Further nit-picking -- I think you should have to have attended a Major League Baseball game at the stadium to count it.
A current HC student who goes to Nickerson Field to watch a lacrosse game against BU shouldn't be able to claim they've been to Braves Field. Same for someone who just went to a Jay-Z concert at the current Yankee Stadium.
Blame me. I'm the one who opened that door, but also clearly segregated the places I've seen baseball from the silly stuff. I even referred to my own Nickerson note as lame
What if you saw the Pats play there in 1962 before they tore 3/4 of it down?
(edit). The next year or two BU played at Fenway while they were tearing the main grandstand down and putting up the 3 high rise dorms. I was supposed to see them play BC there in what was going to be the final game in that series. It got cancelled due to JFK's assassination.

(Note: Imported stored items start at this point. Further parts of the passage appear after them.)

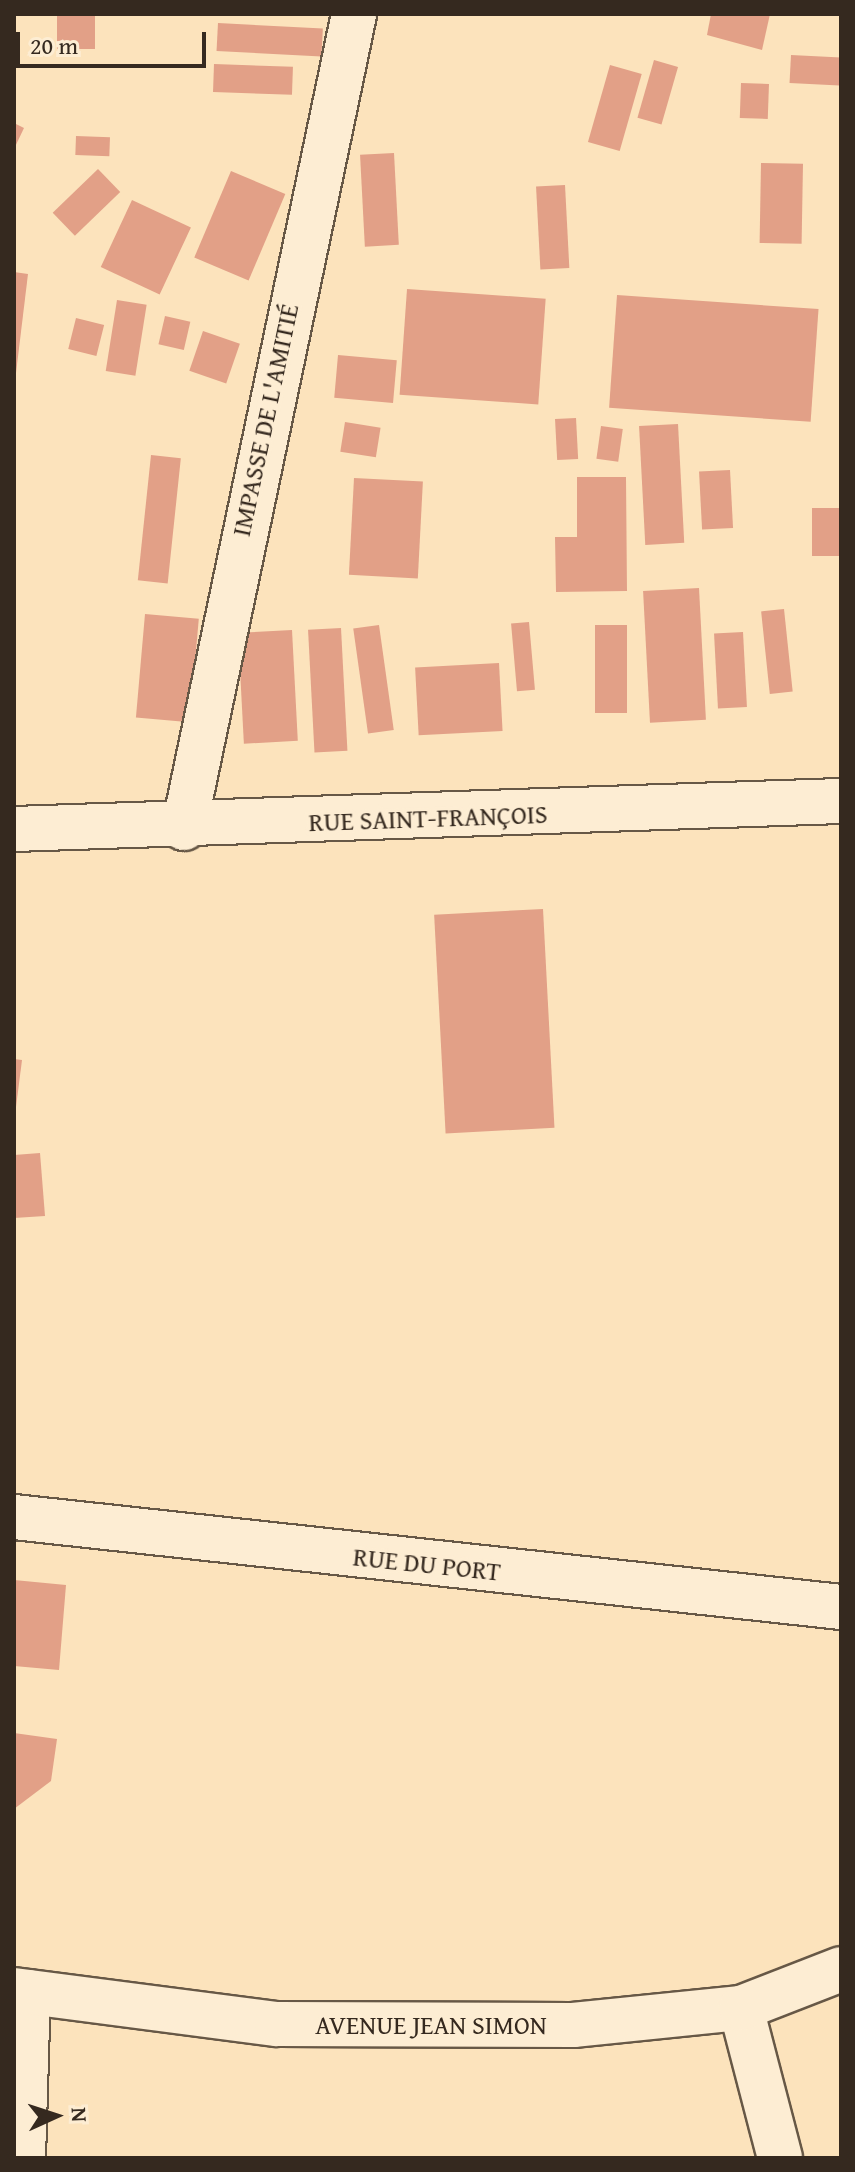 <!DOCTYPE html>
<meta charset="utf-8">
<style>
body{margin:0}
#map{position:relative;width:855px;height:2172px;overflow:hidden;background:#fce3bc;font-family:"Gentium Book Plus",serif}
div>[style]{position:absolute}
[style*='--x']{left:calc(var(--x)*1px);top:calc(var(--y)*1px);width:calc(var(--w)*1px);rotate:calc(var(--a)*1deg)}
.building>*{inset:0;background:#e2a087;transform-origin:0 0}
.roads{filter:drop-shadow(2px 0 #675846) drop-shadow(-2px 0 #675846) drop-shadow(0 2px #675846) drop-shadow(0 -2px #675846)}
.street>*{height:44px;margin:-22px;padding:0 22px;transform-origin:22px;border-radius:22px;background:#fdedd3}
.secondary>*{height:44px;margin:-22px;padding:0 22px;transform-origin:22px;border-radius:22px;background:#fdedd3}
span{translate:-50% -50%;white-space:nowrap;text-align:center;line-height:1.15;-webkit-text-stroke:7px #fdedd3;paint-order:stroke}
.street-label{font-size:26px;color:#35291f}
.frame{position:absolute;inset:0;border:16px solid #35291f;pointer-events:none}
.north{position:absolute;left:16px;top:2076px;width:80px;height:80px;-webkit-text-stroke:6px #fdedd3;paint-order:stroke;rotate:87deg;font-size:22px;font-weight:700;line-height:32px;text-align:center;color:#35291f}
.north::after{content:'';display:block;margin:auto;width:28px;height:36px;background:#35291f;clip-path:polygon(50% 0,100% 100%,50% 72%,0 100%)}
.scale{position:absolute;left:16px;top:32px;width:190px;height:36px;box-sizing:border-box;border:4px solid #35291f;border-top:0;padding-left:10px;font-size:24px;line-height:28px;white-space:nowrap;color:#35291f;-webkit-text-stroke:6px #fdedd3;paint-order:stroke}
</style>
<div id="map">
<div class="building">
<i style="left:57px;top:14px;width:38px;height:35px"></i>
<i style="clip-path:polygon(711px 14px,770px 14px,762px 50px,707px 35px)"></i>
<i style="left:218px;top:23px;width:105px;height:28px;rotate:3deg"></i>
<i style="left:791px;top:55px;width:50px;height:28px;rotate:3deg"></i>
<i style="left:654px;top:60px;width:25px;height:60px;rotate:16deg"></i>
<i style="left:214px;top:64px;width:79px;height:28px;rotate:2deg"></i>
<i style="left:610px;top:65px;width:33px;height:80px;rotate:16deg"></i>
<i style="left:741px;top:83px;width:28px;height:35px;rotate:2deg"></i>
<i style="clip-path:polygon(14px 123px,24px 128px,14px 149px)"></i>
<i style="left:76px;top:136px;width:34px;height:19px;rotate:2deg"></i>
<i style="left:394px;top:153px;width:92px;height:34px;rotate:87deg"></i>
<i style="left:761px;top:163px;width:42px;height:80px;rotate:1deg"></i>
<i style="left:98px;top:169px;width:32px;height:63px;rotate:46deg"></i>
<i style="left:231px;top:171px;width:59px;height:94px;rotate:23deg"></i>
<i style="left:565px;top:185px;width:83px;height:29px;rotate:87deg"></i>
<i style="left:132px;top:200px;width:65px;height:74px;rotate:25deg"></i>
<i style="clip-path:polygon(14px 272px,28px 274px,16px 373px,14px 373px)"></i>
<i style="left:407px;top:289px;width:139px;height:106px;rotate:4deg"></i>
<i style="left:617px;top:295px;width:202px;height:113px;rotate:4deg"></i>
<i style="left:117px;top:300px;width:30px;height:72px;rotate:9deg"></i>
<i style="left:165px;top:316px;width:26px;height:29px;rotate:13deg"></i>
<i style="left:76px;top:318px;width:29px;height:32px;rotate:14deg"></i>
<i style="left:203px;top:331px;width:39px;height:42px;rotate:19deg"></i>
<i style="left:338px;top:355px;width:59px;height:43px;rotate:5deg"></i>
<i style="left:576px;top:418px;width:41px;height:21px;rotate:87deg"></i>
<i style="left:345px;top:422px;width:36px;height:30px;rotate:9deg"></i>
<i style="left:678px;top:424px;width:119px;height:39px;rotate:87deg"></i>
<i style="left:601px;top:426px;width:22px;height:33px;rotate:8deg"></i>
<i style="left:151px;top:455px;width:30px;height:126px;rotate:6deg"></i>
<i style="left:730px;top:470px;width:58px;height:31px;rotate:87deg"></i>
<i style="clip-path:polygon(577px 477px,626px 477px,627px 591px,556px 592px,555px 537px,577px 537px)"></i>
<i style="left:354px;top:478px;width:69px;height:97px;rotate:3deg"></i>
<i style="left:841px;top:508px;width:48px;height:29px;rotate:90deg"></i>
<i style="left:699px;top:588px;width:132px;height:56px;rotate:87deg"></i>
<i style="left:784px;top:609px;width:83px;height:23px;rotate:84deg"></i>
<i style="left:145px;top:614px;width:54px;height:104px;rotate:5deg"></i>
<i style="left:529px;top:622px;width:68px;height:18px;rotate:85deg"></i>
<i style="left:379px;top:625px;width:106px;height:26px;rotate:82deg"></i>
<i style="left:627px;top:625px;width:88px;height:32px;rotate:90deg"></i>
<i style="left:341px;top:628px;width:123px;height:33px;rotate:87deg"></i>
<i style="left:292px;top:630px;width:111px;height:54px;rotate:87deg"></i>
<i style="left:743px;top:632px;width:75px;height:29px;rotate:87deg"></i>
<i style="left:499px;top:663px;width:68px;height:84px;rotate:87deg"></i>
<i style="left:543px;top:909px;width:219px;height:109px;rotate:87deg"></i>
<i style="clip-path:polygon(14px 1059px,22px 1060px,16px 1107px,14px 1107px)"></i>
<i style="clip-path:polygon(40px 1153px,45px 1216px,14px 1218px,14px 1155px)"></i>
<i style="clip-path:polygon(14px 1580px,66px 1585px,59px 1670px,14px 1666px)"></i>
<i style="clip-path:polygon(14px 1733px,57px 1739px,51px 1781px,14px 1809px)"></i>
</div>
<div class="roads">
<div class="street">
<i style="--x:184;--y:828;--w:832;--a:-78.2"></i>
<i style="--x:14;--y:1517;--w:832;--a:6.21"></i>
<i style="--x:741;--y:2008;--w:155;--a:75.4"></i>
<i style="--x:23;--y:2158;--w:166;--a:-88.3"></i>
</div>
<div class="secondary">
<i style="--x:14;--y:829;--w:827;--a:-1.94"></i>
<i style="--x:14;--y:1990;--w:265;--a:7.4"></i>
<i style="--x:277;--y:2024;--w:296;--a:0.2"></i>
<i style="--x:573;--y:2025;--w:169;--a:-5.8"></i>
<i style="--x:741;--y:2008;--w:107;--a:-21.3"></i>
</div>
</div>
<div class="street-label">
<span style="left:265px;top:420px;rotate:-78deg">IMPASSE DE L'AMITIÉ</span>
<span style="left:428px;top:818px;rotate:-2deg">RUE SAINT-FRANÇOIS</span>
<span style="left:427px;top:1564px;rotate:6deg">RUE DU PORT</span>
<span style="left:431px;top:2025px">AVENUE JEAN SIMON</span>
</div>
<div class="frame"></div>
<div class="north">N</div>
<div class="scale">20 m</div>
</div> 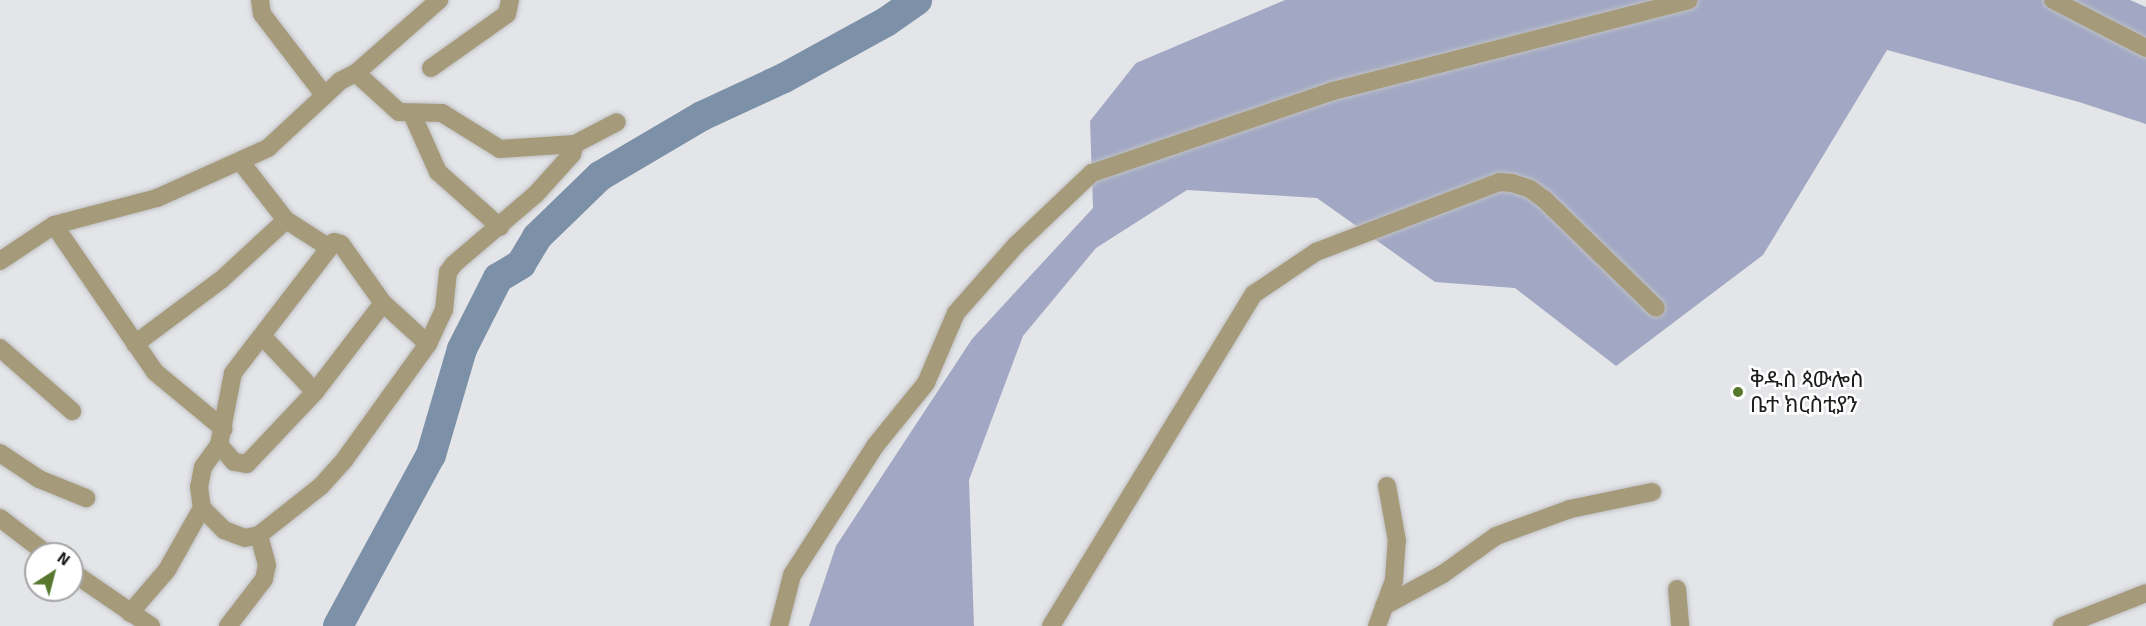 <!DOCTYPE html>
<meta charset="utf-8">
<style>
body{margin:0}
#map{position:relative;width:2146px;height:626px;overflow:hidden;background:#e4e5e8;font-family:Signika,"Noto Sans Ethiopic",sans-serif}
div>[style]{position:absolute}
.forest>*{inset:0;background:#a2a8c4}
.river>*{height:30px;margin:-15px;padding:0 15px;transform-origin:15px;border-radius:15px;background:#7c91a7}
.roads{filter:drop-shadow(0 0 2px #c0c1c4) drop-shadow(0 0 2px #c0c1c4)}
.street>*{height:18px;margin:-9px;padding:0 9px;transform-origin:9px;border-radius:9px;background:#a59a7a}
.dots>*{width:16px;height:16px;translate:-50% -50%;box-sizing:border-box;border:3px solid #fff;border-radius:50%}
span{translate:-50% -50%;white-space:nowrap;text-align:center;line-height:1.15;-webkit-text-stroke:5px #fff;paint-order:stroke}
.poi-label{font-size:22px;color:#1d1d1f}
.left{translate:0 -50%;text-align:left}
.north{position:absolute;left:24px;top:542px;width:60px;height:60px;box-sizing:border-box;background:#fff;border:2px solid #a5a5a5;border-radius:50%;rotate:36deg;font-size:16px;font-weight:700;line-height:24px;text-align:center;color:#1d1d1f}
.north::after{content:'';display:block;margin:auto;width:21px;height:27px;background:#57772d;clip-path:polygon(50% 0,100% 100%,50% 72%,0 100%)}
</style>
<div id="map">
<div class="forest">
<div style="clip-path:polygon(1285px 0,2130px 0,2146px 7px,2146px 124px,2079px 102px,1887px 50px,1763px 255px,1616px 366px,1515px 288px,1435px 282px,1317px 198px,1187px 190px,1096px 248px,1023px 336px,969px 480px,974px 626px,809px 626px,836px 546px,972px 339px,1093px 208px,1090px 121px,1136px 63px)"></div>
</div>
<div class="river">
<div style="left:338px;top:626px;width:195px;rotate:-61.5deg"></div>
<div style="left:431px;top:455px;width:110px;rotate:-73.7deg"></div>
<div style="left:462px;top:349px;width:80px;rotate:-63.1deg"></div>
<div style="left:498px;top:278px;width:27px;rotate:-31deg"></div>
<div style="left:521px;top:264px;width:31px;rotate:-59deg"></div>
<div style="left:537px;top:237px;width:88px;rotate:-44.1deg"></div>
<div style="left:600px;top:176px;width:118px;rotate:-30.5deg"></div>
<div style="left:702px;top:116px;width:90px;rotate:-24.9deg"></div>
<div style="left:784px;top:78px;width:116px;rotate:-28.8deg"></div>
<div style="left:886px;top:22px;width:38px;rotate:-35deg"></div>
</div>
<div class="roads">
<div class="street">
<div style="left:260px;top:0;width:14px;rotate:82deg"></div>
<div style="left:262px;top:14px;width:103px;rotate:52.5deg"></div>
<div style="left:2053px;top:0;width:105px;rotate:27.3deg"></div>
<div style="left:431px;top:68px;width:93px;rotate:-35.4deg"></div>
<div style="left:507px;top:14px;width:14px;rotate:-78deg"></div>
<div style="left:356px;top:73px;width:111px;rotate:-41.3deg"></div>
<div style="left:412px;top:114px;width:64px;rotate:65.9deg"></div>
<div style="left:438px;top:172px;width:83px;rotate:41.6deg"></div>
<div style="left:240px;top:161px;width:75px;rotate:52.1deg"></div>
<div style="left:286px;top:220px;width:50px;rotate:32.7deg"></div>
<div style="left:54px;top:225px;width:106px;rotate:-14.7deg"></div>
<div style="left:157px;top:198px;width:122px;rotate:-24.2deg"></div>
<div style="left:268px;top:148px;width:98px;rotate:-42.9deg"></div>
<div style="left:340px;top:81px;width:18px;rotate:-27deg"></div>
<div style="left:356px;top:73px;width:58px;rotate:42.2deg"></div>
<div style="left:399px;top:112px;width:43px;rotate:1.3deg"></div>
<div style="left:442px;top:113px;width:68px;rotate:31.8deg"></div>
<div style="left:500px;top:149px;width:75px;rotate:-3.8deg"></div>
<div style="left:575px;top:144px;width:47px;rotate:-27.6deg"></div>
<div style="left:0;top:261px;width:65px;rotate:-33.7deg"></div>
<div style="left:54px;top:225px;width:178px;rotate:55.5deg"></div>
<div style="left:155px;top:372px;width:89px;rotate:39.6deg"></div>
<div style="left:264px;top:338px;width:74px;rotate:46.6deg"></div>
<div style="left:315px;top:392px;width:112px;rotate:-52.6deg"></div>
<div style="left:135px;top:344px;width:107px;rotate:-36.7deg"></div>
<div style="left:221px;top:280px;width:88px;rotate:-42.7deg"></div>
<div style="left:0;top:348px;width:96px;rotate:41.2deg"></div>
<div style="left:315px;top:392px;width:99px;rotate:133.4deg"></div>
<div style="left:247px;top:464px;width:13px;rotate:-171deg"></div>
<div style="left:234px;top:462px;width:23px;rotate:-131deg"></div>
<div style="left:219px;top:445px;width:73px;rotate:-79deg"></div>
<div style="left:233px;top:373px;width:165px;rotate:-52.4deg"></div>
<div style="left:334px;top:242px;width:7px;rotate:16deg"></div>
<div style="left:341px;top:244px;width:72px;rotate:54.6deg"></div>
<div style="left:383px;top:303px;width:61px;rotate:42.3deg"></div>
<div style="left:219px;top:445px;width:27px;rotate:126deg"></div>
<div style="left:203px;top:467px;width:20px;rotate:101deg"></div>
<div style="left:199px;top:487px;width:21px;rotate:82deg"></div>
<div style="left:202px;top:508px;width:31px;rotate:45deg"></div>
<div style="left:224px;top:530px;width:22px;rotate:21deg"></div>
<div style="left:245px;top:538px;width:14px;rotate:-12deg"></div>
<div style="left:259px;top:535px;width:79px;rotate:-38.3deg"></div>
<div style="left:321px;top:486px;width:36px;rotate:-48deg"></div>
<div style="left:345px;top:459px;width:142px;rotate:-54.2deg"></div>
<div style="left:428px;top:344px;width:38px;rotate:-65deg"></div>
<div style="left:444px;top:310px;width:38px;rotate:-84deg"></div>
<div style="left:448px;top:272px;width:10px;rotate:-53deg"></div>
<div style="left:454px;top:264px;width:108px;rotate:-40.5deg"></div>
<div style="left:536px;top:194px;width:54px;rotate:-48deg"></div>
<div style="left:572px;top:154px;width:10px;rotate:-73deg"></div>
<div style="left:0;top:453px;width:47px;rotate:33.7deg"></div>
<div style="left:39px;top:479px;width:51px;rotate:22deg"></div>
<div style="left:0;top:518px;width:59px;rotate:37.5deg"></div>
<div style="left:72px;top:572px;width:96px;rotate:34.4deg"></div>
<div style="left:1677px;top:589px;width:37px;rotate:85deg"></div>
<div style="left:1384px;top:606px;width:67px;rotate:-28.5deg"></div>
<div style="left:1443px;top:574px;width:65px;rotate:-35.6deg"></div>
<div style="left:1496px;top:536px;width:79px;rotate:-20deg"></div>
<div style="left:1570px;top:509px;width:84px;rotate:-11.7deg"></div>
<div style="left:130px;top:613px;width:57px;rotate:-49.3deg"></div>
<div style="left:167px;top:570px;width:71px;rotate:-60.6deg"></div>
<div style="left:228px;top:626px;width:59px;rotate:-52.5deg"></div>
<div style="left:264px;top:579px;width:14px;rotate:-78deg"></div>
<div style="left:267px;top:565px;width:31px;rotate:-105deg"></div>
<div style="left:779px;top:626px;width:53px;rotate:-75.7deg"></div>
<div style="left:792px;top:575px;width:153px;rotate:-57.2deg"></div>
<div style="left:875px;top:446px;width:81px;rotate:-51deg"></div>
<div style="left:926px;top:383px;width:76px;rotate:-66.8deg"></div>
<div style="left:956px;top:313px;width:91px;rotate:-48.6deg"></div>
<div style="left:1016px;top:245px;width:105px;rotate:-43.5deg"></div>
<div style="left:1092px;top:173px;width:255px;rotate:-18.8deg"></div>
<div style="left:1333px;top:91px;width:367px;rotate:-14.3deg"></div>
<div style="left:1051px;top:626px;width:389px;rotate:-58.6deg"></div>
<div style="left:1254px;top:294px;width:75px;rotate:-34.1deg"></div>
<div style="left:1316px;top:252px;width:196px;rotate:-20.9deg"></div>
<div style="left:1499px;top:182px;width:13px;rotate:4deg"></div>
<div style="left:1512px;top:183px;width:19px;rotate:18deg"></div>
<div style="left:1530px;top:189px;width:17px;rotate:36deg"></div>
<div style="left:1544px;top:199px;width:156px;rotate:44.2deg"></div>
<div style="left:1377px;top:626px;width:49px;rotate:-69.7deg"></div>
<div style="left:1394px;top:580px;width:39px;rotate:-86deg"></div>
<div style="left:1397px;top:541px;width:56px;rotate:-100.3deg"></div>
<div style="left:2062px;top:626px;width:90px;rotate:-21.4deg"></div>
</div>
</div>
<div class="dots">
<div style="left:1738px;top:392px;background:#57772d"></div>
</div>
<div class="poi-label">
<span class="left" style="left:1750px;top:392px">ቅዱስ ጳውሎስ<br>ቤተ ክርስቲያን</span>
</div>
<div class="north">N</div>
</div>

Picking the 70's as an arbitrary not that long ago in the life of a building
The Blue Jays, Twins, Mariners, Braves, Phillies, Marlins, Reds and Pirates all replaced stadiums built in the 70's or later while the Red Sox and Cubs seem to survive in 100 year old stadiums.
Almost all of the stadiums built from about 1964 to 1980 were hideous bowl-shaped football/baseball combo stadiums, and many were almost identical. Terrible for baseball and terrible for football. Often with artificial turf, to make it even worse. Thankfully they are almost all gone now. Although they weren't quite as bad as many on the above list, Busch II and Shea Stadium weren't good.
Wrigley and Fenway have survived because they are true baseball stadiums, as are most new stadiums of the past 25 years.
The only problem I have with what got torn down was that the players are bigger and stronger, the bats are the same strength but lighter, the pitchers throw harder, the ball is (or isn't) juiced; all of which add up to the ball traveling further when hit solidly. But the parks as a whole have shorter field dimensions. Doesn't make sense.